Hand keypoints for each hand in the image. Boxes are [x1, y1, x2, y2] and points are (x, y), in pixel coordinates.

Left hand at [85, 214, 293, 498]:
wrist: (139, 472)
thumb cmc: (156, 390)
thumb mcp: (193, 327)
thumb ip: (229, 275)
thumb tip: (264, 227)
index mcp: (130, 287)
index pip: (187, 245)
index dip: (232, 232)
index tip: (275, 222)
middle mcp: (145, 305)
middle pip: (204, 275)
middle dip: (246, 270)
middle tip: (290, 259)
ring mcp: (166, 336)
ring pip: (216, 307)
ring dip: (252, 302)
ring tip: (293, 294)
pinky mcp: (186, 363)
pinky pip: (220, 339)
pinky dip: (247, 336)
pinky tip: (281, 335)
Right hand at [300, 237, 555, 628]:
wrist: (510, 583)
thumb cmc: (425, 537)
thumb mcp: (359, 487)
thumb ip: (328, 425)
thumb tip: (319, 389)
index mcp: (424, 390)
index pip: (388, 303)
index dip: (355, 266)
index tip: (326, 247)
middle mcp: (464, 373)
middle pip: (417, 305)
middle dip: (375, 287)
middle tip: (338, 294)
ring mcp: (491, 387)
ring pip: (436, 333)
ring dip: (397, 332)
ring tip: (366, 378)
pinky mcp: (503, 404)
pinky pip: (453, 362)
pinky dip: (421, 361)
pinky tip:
- - - -
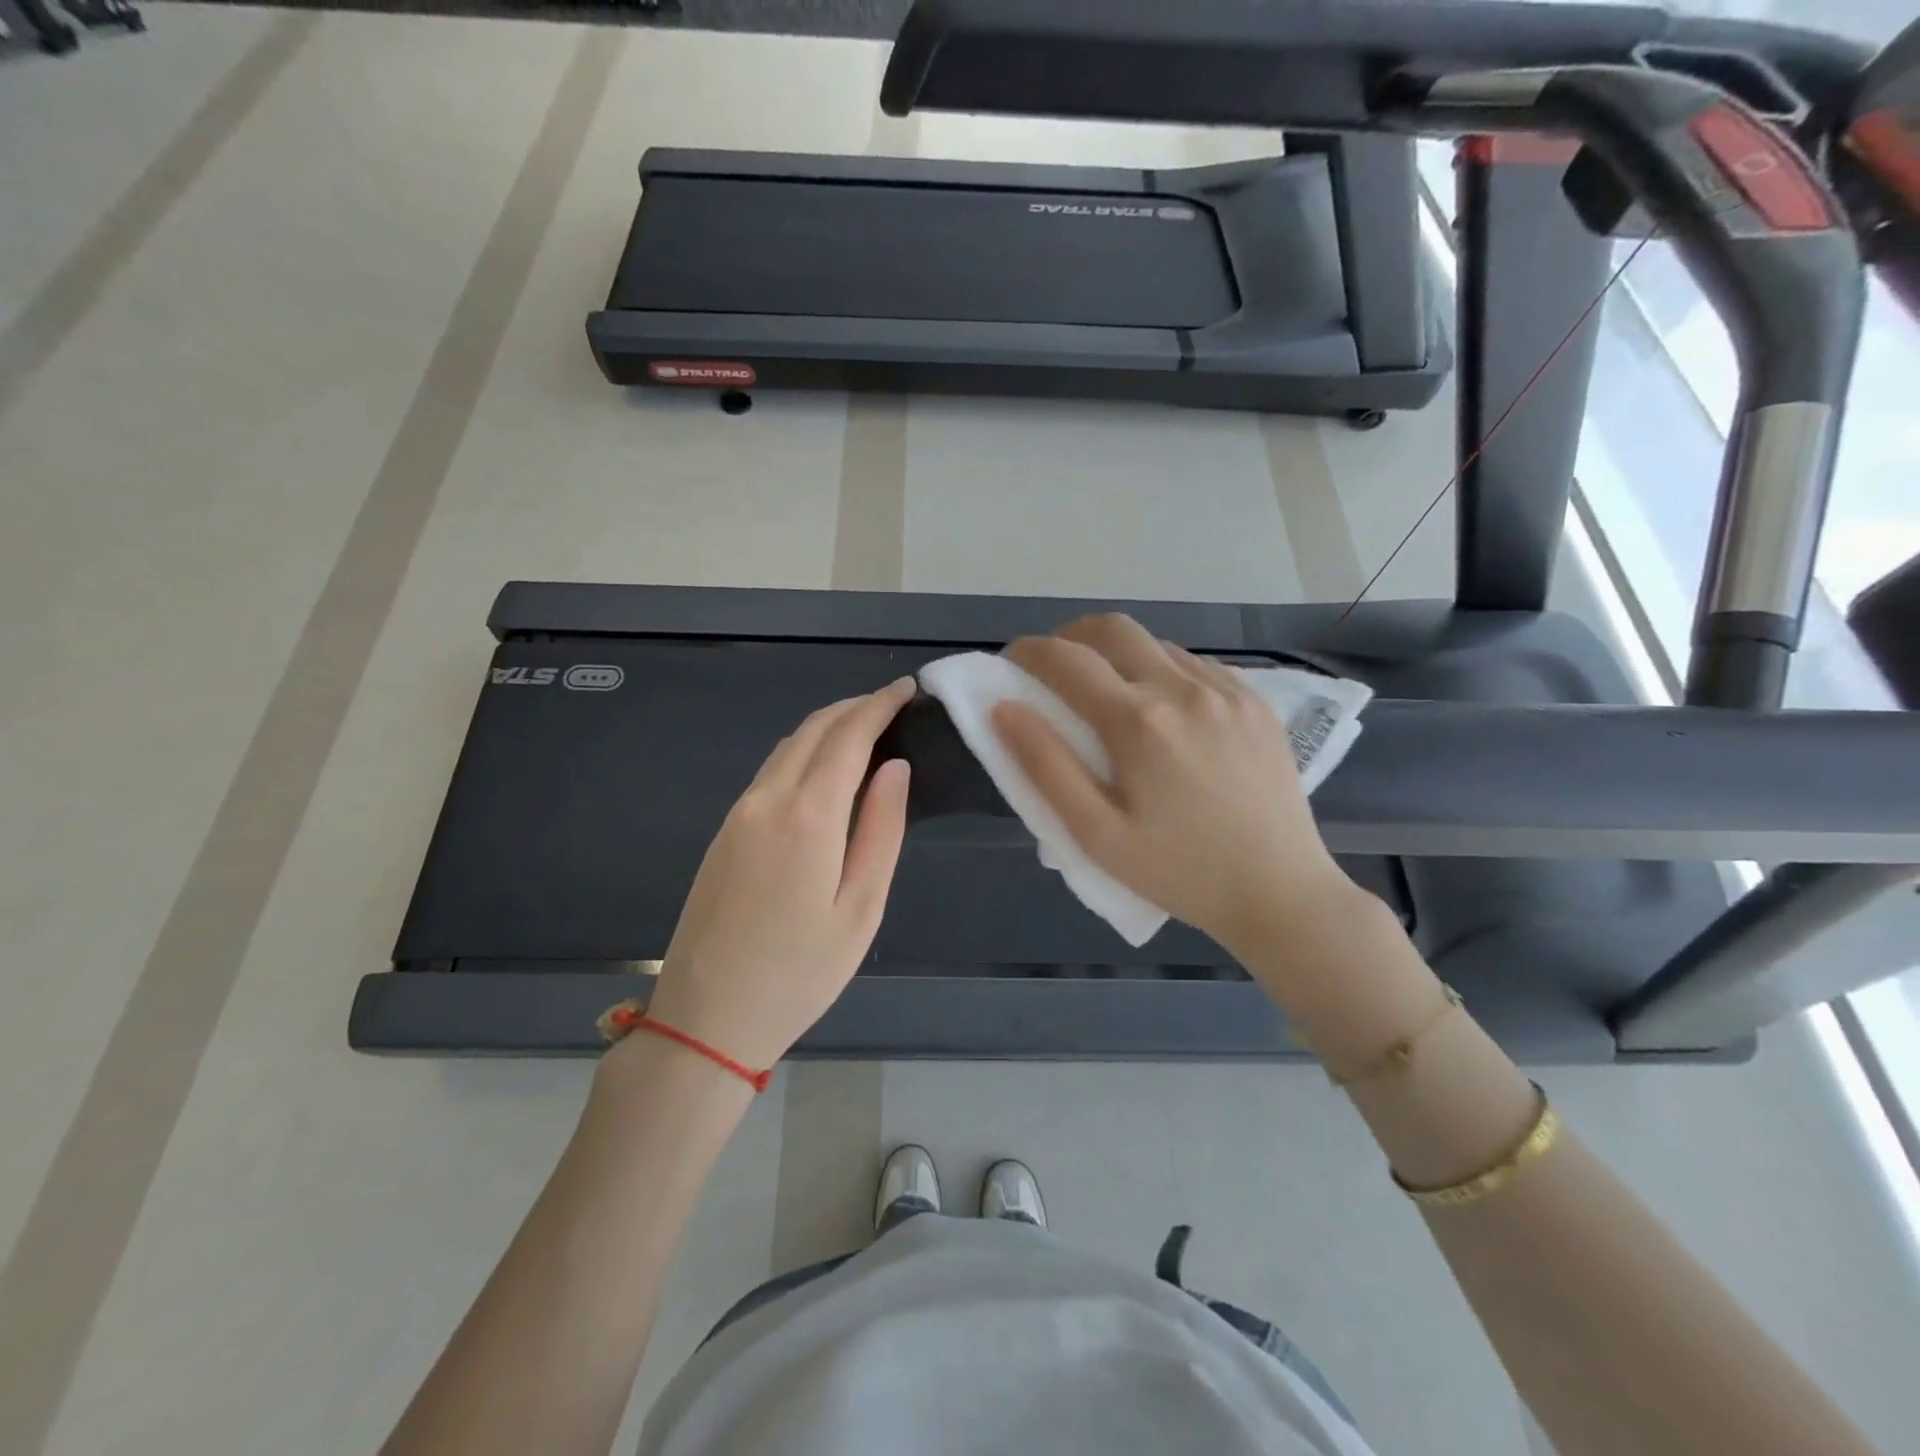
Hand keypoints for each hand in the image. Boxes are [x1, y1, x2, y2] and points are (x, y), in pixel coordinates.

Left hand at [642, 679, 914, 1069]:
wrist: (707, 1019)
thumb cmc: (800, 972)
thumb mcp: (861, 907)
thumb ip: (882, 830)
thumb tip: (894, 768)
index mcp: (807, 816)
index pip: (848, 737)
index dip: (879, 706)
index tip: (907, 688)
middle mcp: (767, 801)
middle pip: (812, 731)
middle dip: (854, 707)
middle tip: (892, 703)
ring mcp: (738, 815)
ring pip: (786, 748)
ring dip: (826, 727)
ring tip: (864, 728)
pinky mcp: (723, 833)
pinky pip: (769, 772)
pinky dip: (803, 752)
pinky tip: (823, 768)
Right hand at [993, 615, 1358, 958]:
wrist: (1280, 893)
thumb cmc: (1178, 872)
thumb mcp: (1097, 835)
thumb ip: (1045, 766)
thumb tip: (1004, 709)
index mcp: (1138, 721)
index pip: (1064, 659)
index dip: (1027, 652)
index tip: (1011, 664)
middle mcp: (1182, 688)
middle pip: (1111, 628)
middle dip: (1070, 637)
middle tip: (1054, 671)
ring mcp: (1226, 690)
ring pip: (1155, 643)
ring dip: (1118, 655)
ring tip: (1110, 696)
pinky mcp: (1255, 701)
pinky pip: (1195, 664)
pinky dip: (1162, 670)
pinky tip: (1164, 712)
- - - -
*Exercise*: Return only the stretch of the material above from the line holding "ring mcp: (1226, 690)" through the line holding "pinky tip: (1164, 712)", copied exactly.

*Your response*:
ring mcp: (1226, 690)
ring pip: (1155, 643)
ring dip: (1118, 655)
ring tip: (1110, 696)
pinky mcp: (1255, 701)
pinky pip: (1195, 664)
pinky dip: (1162, 670)
pinky tip: (1164, 712)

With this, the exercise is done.